La adopción de un hijo, ya sea niño o adolescente, significa formar una familia, sólo que por una vía diferente a la biológica. Adoptar un hijo no es sinónimo de ser solidario o de hacer caridad. Significa que hay que amarlo, educarlo y cuidarlo como se hace con cualquier hijo. La adopción es  simplemente el camino que se elige para ser padres, para formar una familia con amor y vínculos fuertes.

El hijo biológico crece en el vientre, el hijo adoptado crece en el corazón.

Los futuros padres deben prepararse y planificar, exactamente igual a como lo harían si estuvieran esperando un hijo biológico. Pero es vital que exista un legítimo deseo de tener un hijo, por la vía que sea.

Es importante tener claro que los padres adoptivos son los padres de ese hijo. Los padres biológicos pasan al status de “progenitores”.
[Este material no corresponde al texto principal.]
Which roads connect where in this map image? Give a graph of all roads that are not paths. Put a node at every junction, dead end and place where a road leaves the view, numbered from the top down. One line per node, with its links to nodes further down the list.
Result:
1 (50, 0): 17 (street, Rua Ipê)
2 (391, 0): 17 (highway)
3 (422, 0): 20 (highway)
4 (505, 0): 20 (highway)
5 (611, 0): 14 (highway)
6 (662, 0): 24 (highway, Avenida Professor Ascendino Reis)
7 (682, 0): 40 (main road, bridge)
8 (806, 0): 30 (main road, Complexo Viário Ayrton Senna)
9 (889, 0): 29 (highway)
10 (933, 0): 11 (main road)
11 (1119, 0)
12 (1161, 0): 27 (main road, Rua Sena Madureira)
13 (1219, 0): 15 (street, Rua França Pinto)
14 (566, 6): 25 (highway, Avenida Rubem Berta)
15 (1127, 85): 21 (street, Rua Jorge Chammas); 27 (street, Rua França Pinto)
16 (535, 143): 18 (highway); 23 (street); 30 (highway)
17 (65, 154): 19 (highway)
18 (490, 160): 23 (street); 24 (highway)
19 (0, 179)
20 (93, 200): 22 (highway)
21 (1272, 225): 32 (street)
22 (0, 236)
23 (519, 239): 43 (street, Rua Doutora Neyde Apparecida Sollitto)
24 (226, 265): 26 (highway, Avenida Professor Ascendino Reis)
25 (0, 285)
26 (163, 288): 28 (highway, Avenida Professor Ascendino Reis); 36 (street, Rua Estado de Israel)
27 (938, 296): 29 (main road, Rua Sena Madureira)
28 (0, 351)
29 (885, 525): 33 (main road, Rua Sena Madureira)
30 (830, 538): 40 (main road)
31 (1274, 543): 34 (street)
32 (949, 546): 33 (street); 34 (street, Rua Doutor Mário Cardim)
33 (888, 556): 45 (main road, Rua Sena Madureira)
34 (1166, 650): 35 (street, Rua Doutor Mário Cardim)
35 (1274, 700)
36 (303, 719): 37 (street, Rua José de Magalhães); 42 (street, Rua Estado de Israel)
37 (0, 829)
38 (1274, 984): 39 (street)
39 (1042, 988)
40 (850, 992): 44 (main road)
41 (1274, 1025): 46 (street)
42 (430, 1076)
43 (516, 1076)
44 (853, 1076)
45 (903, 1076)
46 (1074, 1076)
Tener un hijo biológico o adoptar son exactamente lo mismo: el compromiso, la determinación, el amor y el vínculo que se establece son los mismos. La diferencia está en el papeleo legal y el tiempo de espera.

Se da un proceso de enamoramiento y adaptación exactamente igual que en un embarazo. Madres y padres con hijos biológicos y adoptivos refieren que, cuando se espera al niño que se adopta y vendrá ya a casa, se siente el mismo miedo que si la mujer estuviera embarazada: no se sabe qué esperar, cómo será. Pero se siente el mismo amor que si se hubiera parido, la misma ternura, la misma preocupación.
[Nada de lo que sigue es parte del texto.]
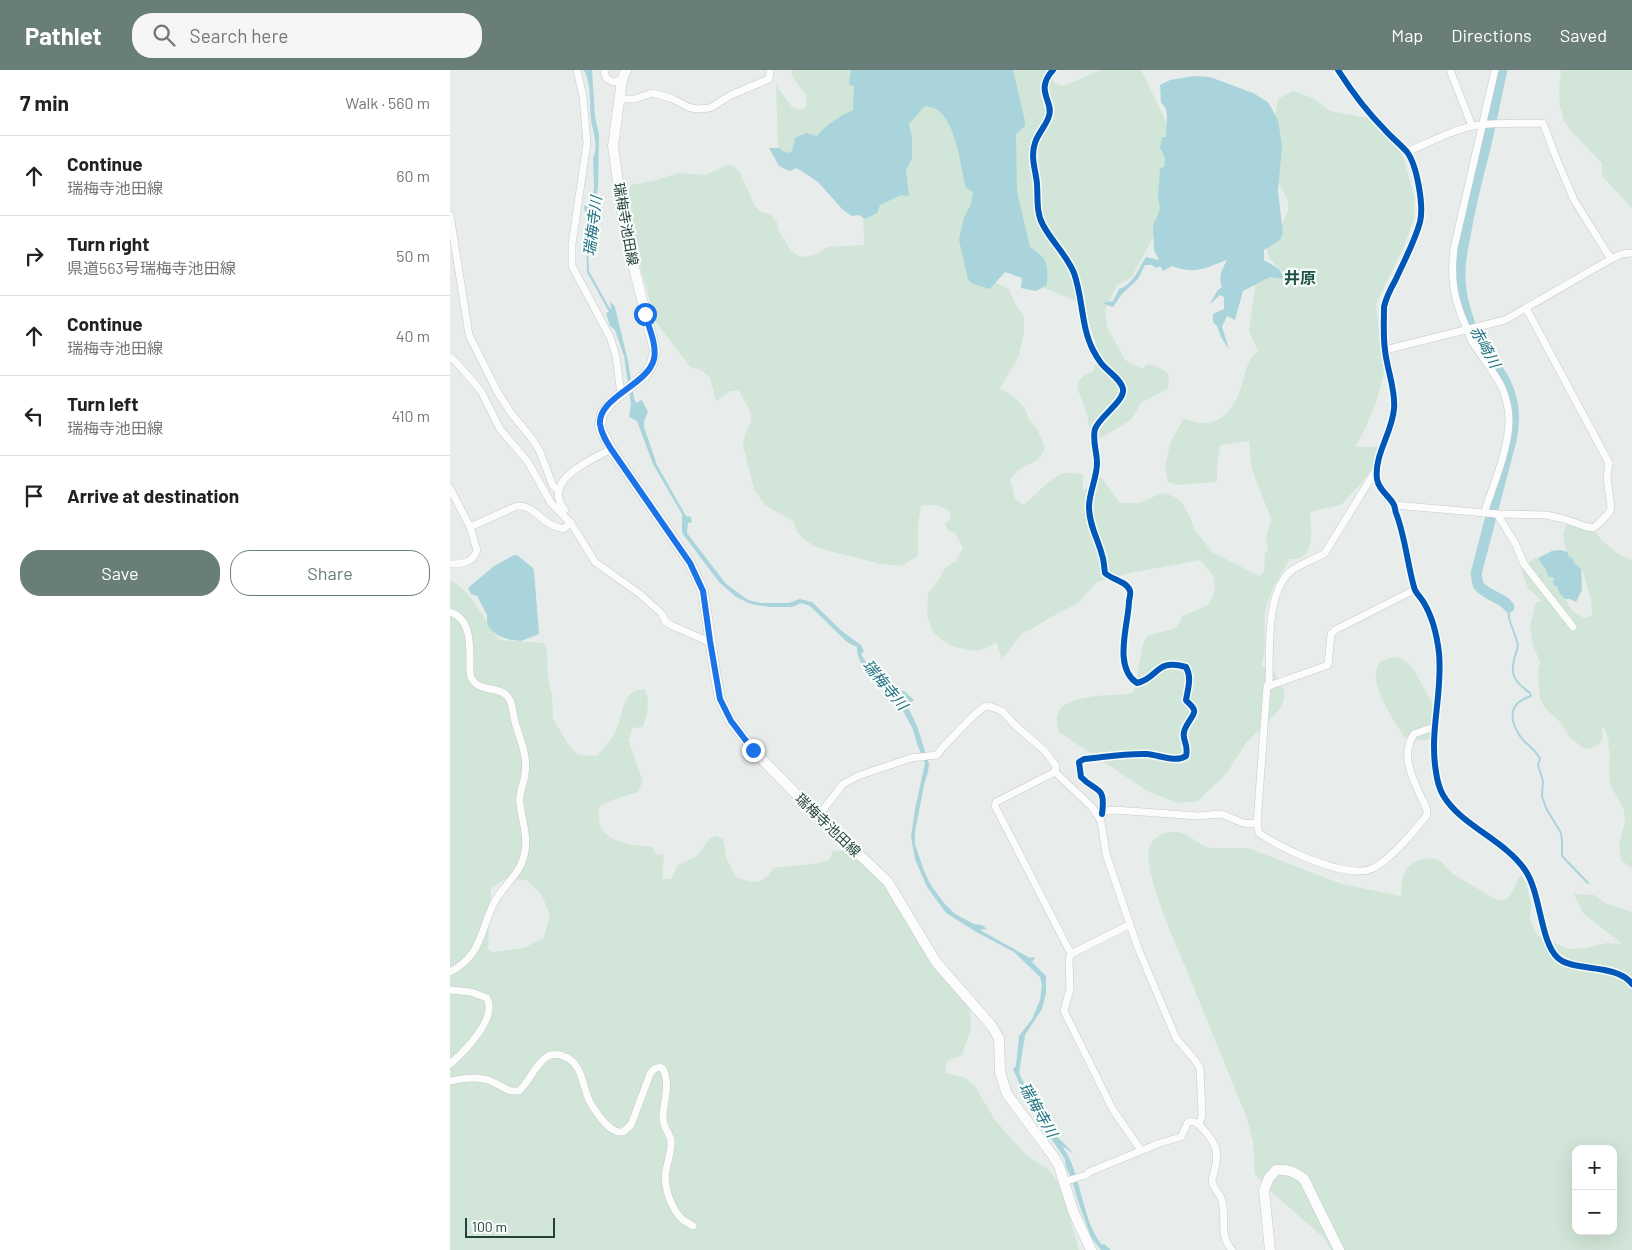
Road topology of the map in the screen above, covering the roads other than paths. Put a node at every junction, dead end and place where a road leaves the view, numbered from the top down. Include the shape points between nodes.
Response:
1 (577, 70) edge
2 (604, 70) edge
3 (770, 70) edge
4 (1053, 70) edge
5 (1338, 70) edge
6 (1450, 70) edge
7 (1495, 70) edge
8 (624, 75) edge
9 (619, 99) junction
10 (1482, 124) junction
11 (1472, 126) junction
12 (1407, 152) junction
13 (450, 215) edge
14 (1632, 253) edge
15 (1611, 259) junction
16 (1526, 308) junction
17 (1467, 329) junction
18 (1385, 350) junction
19 (450, 357) edge
20 (620, 394) junction
21 (611, 449) junction
22 (1377, 470) junction
23 (450, 488) edge
24 (558, 490) junction
25 (1394, 505) junction
26 (560, 513) junction
27 (1484, 513) junction
28 (1497, 514) junction
29 (571, 523) junction
30 (470, 527) junction
31 (450, 564) edge
32 (1414, 590) junction
33 (450, 612) edge
34 (1573, 627) dead end
35 (710, 641) junction
36 (1270, 686) junction
37 (1434, 729) junction
38 (1054, 772) junction
39 (1100, 814) junction
40 (819, 815) junction
41 (1257, 824) junction
42 (1129, 925) junction
43 (1071, 954) junction
44 (450, 972) edge
45 (1632, 984) edge
46 (450, 990) edge
47 (450, 1064) edge
48 (450, 1081) edge
49 (1198, 1124) junction
50 (1142, 1150) junction
51 (1063, 1182) junction
52 (693, 1226) dead end
53 (1091, 1250) edge
54 (1232, 1250) edge
55 (1270, 1250) edge
56 (1339, 1250) edge

1 - 20 street via 584,97 587,143 572,244 572,266 610,337 616,356
2 - 8 street via 606,78 613,82
3 - 9 street via 769,79 710,108 688,108 671,98 652,93 635,99
4 - 39 street via 1044,89 1049,117 1033,151 1038,212 1074,274 1092,349 1123,389 1114,406 1095,428 1097,466 1090,492 1090,518 1103,555 1105,573 1130,590 1124,642 1128,673 1137,683 1164,665 1186,667 1190,682 1186,700 1194,710 1184,731 1188,748 1183,758 1147,754 1084,759 1080,762 1081,777 1097,787 1103,797
5 - 12 street via 1361,104
6 - 11 street
7 - 10 street
8 - 9 main road, 瑞梅寺池田線
9 - 20 main road, 瑞梅寺池田線 via 613,146 625,232 655,352 645,375
10 - 11 street
10 - 15 street via 1543,123 1574,200
10 - 17 street via 1452,262 1455,297
11 - 12 street
12 - 18 street via 1415,172 1421,215 1404,262 1385,300
13 - 24 street via 469,335 497,391 533,440 553,486
14 - 15 street
15 - 16 street
16 - 17 street via 1505,320
16 - 28 street via 1609,463 1606,478 1611,508 1593,528 1546,515
17 - 18 street
17 - 27 street via 1472,342 1500,380 1509,422 1505,447
18 - 22 street via 1394,408
19 - 26 street via 481,391 500,429 528,462
20 - 21 main road, 瑞梅寺池田線 via 600,420
21 - 24 street via 563,479
21 - 35 main road, 瑞梅寺池田線 via 690,563 703,591
22 - 25 street via 1380,488
22 - 36 street via 1325,553 1290,571 1282,581 1271,618
23 - 30 street
24 - 26 street via 564,510
25 - 27 street
25 - 32 street
26 - 29 street
27 - 28 street
28 - 34 street via 1524,564
29 - 30 street via 563,529 555,527 529,508 517,506
29 - 35 street via 595,562 640,594 662,614 665,621
30 - 31 street via 476,555 464,563
32 - 36 street via 1335,630 1331,634 1328,666
32 - 37 street via 1425,604 1436,633 1439,653 1440,677
33 - 44 street via 460,616 466,628 470,645 470,678 510,700 526,762 519,803 526,848 518,870 496,900 476,949 468,961
35 - 40 main road, 瑞梅寺池田線 via 720,699 731,721 753,750
36 - 41 street via 1267,686
37 - 41 street via 1414,734 1407,755 1411,774 1427,808 1426,815 1398,848 1376,867 1353,871 1325,864 1275,843 1259,832
37 - 45 street via 1434,758 1442,794 1457,812 1525,870 1534,888 1550,949 1566,963 1606,970
38 - 39 street
38 - 40 street via 1056,766 1045,751 1002,711 989,706 973,716 937,755 916,757 843,784
38 - 43 street via 996,802 995,806
39 - 41 street via 1115,810 1199,816 1218,814 1242,823
39 - 42 street via 1106,854
40 - 51 main road, 瑞梅寺池田線 via 888,882 936,962 991,1025 999,1038 1000,1072 1007,1094 1053,1156
42 - 43 street
42 - 49 street via 1176,1038 1200,1068 1202,1116
43 - 50 street via 1070,989 1064,1011 1112,1110
46 - 47 street via 488,998 490,1006 475,1038
48 - 52 street via 480,1078 510,1092 519,1092 539,1064 549,1055 560,1054 570,1058 577,1067 598,1115 611,1129 624,1132 631,1125 650,1074 654,1069 663,1069 667,1082 663,1117 671,1139 666,1186 675,1209 683,1220
49 - 50 street via 1188,1122 1182,1137
49 - 54 street via 1217,1151 1213,1186 1222,1200 1223,1236
50 - 51 street
51 - 53 main road, 瑞梅寺池田線
55 - 56 main road via 1264,1190 1276,1170 1286,1169 1304,1179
Al realizar la adopción de un hijo, se hace el compromiso de amarlo y cuidarlo en cualquier situación que se le presente en su vida de la misma forma que se hace con un hijo biológico.

Adoptados o no, los niños necesitan mucho amor, y como todos tendrán el derecho a conocer su identidad y sus orígenes, a su momento. Ser adoptados no es una etiqueta que los marque de por vida. Se es hijo y el origen pasa a un segundo plano, es solamente parte de su historia.

Existen muchos mitos sobre la adopción de niños mayores. Pero un niño, sea de unos meses o mayor, tiene una historia que no puede obviarse, y que ha tenido influencia en su desarrollo. Tenga la edad que tenga, los padres adoptantes deben aceptar que esa historia existe y es parte del niño. Así como el hijo biológico viene y se recibe con toda su carga genética, el hijo adoptado tiene la suya, y no tiene por qué ser negativa. En cualquier familia se van a encontrar antecedentes clínicos de diversos padecimientos; igual ocurre con la historia familiar  del hijo adoptado. Si con los hijos adoptivos no existe garantía alguna de que exista una salud perfecta, con los biológicos tampoco.

Lo que el hijo adoptivo necesita para superar cualquier antecedente, salir adelante e integrarse a su nueva familia, es amor incondicional, compromiso, respeto, paciencia y aceptación.